The agreement requires the Company to pay a commitment fee of .5% on the unused
amount of the available borrowings and closing costs of 1% on any increase in
borrowing availability. The agreement contains certain restrictive covenants,
including minimum working capital, minimum stockholders' equity and a minimum
debt coverage ratio, as defined. The Company was in compliance with or had
received waivers with respect to all covenants and restrictions at March 31,
1996.

The revolving credit facility and the notes are collateralized by substantially
all of the Company's assets including receivables, inventory, equipment and a
first mortgage on certain of the Company's interests in oil and gas wells and
reserves.





F-15
37
The Company has two notes payable to a stockholder. One note is payable out of
future operating revenues, as defined. The note is subordinated to the
borrowings under the revolving credit notes payable - bank. During fiscal
1996, the Company entered into an additional note payable with the same
stockholder for $1,000,000. This note can be repaid in either shares of common
stock or proceeds of a public offering, as defined. This note is also
subordinated to the borrowings under the revolving credit notes payable - bank.

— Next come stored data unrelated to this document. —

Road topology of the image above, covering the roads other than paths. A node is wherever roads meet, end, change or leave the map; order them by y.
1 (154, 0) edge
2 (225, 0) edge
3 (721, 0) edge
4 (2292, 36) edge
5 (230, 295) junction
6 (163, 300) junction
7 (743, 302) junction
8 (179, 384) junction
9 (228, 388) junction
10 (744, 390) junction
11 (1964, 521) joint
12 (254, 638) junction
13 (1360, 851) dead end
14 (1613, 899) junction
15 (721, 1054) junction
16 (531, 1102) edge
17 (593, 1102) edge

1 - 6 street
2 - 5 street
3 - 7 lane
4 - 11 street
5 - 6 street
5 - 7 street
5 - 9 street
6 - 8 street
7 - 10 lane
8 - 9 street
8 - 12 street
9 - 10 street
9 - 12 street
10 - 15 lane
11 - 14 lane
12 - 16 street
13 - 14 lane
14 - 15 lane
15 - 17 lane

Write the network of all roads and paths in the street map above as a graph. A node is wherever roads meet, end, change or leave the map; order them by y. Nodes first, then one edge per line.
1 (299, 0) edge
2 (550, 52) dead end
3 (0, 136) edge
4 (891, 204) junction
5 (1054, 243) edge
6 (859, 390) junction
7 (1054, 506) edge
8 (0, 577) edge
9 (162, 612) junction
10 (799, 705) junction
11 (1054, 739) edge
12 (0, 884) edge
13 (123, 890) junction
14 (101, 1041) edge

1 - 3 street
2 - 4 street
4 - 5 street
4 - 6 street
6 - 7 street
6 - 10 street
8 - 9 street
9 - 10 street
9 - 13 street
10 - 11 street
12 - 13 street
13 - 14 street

Future maturities of long-term debt for the years ended March 31, are as
follows:



Fiscal 1997 $ 213,060
Fiscal 1998 8,895,174
Fiscal 1999 14,115
Fiscal 2000 9,268
Fiscal 2001 10,127
Thereafter 25,890
----------
$9,167,634
==========


The carrying amount of the Company's long-term debt approximates fair value, as
primarily all of the Company's debt instruments carry adjustable interest rates
which change periodically to reflect market conditions.

5. STOCKHOLDERS' EQUITY:

A. Preferred Stock

The Board of Directors of North Coast has designated 563,270 shares of the
2,000,000 shares of preferred stock authorized as Series A, 6% Convertible
Noncumulative Preferred stock (Series A Preferred stock) and 625,000 shares of
preferred stock as Series B, Cumulative Convertible Preferred stock (Series B
Preferred stock).

Stockholders of Series A Preferred stock are entitled to vote such shares on
any and all matters submitted to a vote of the stockholders of the Company
based upon the number of votes such stockholders would have if the Series A
Preferred stock been converted into shares of common stock of the Company.
Holders of shares of Series A Preferred stock are entitled to receive
noncumulative cash dividends at an annual rate of $.60 per share. Shares of
Series A Preferred stock are senior to shares of common stock with respect to
such cash dividends and junior to shares of Series B Preferred stock.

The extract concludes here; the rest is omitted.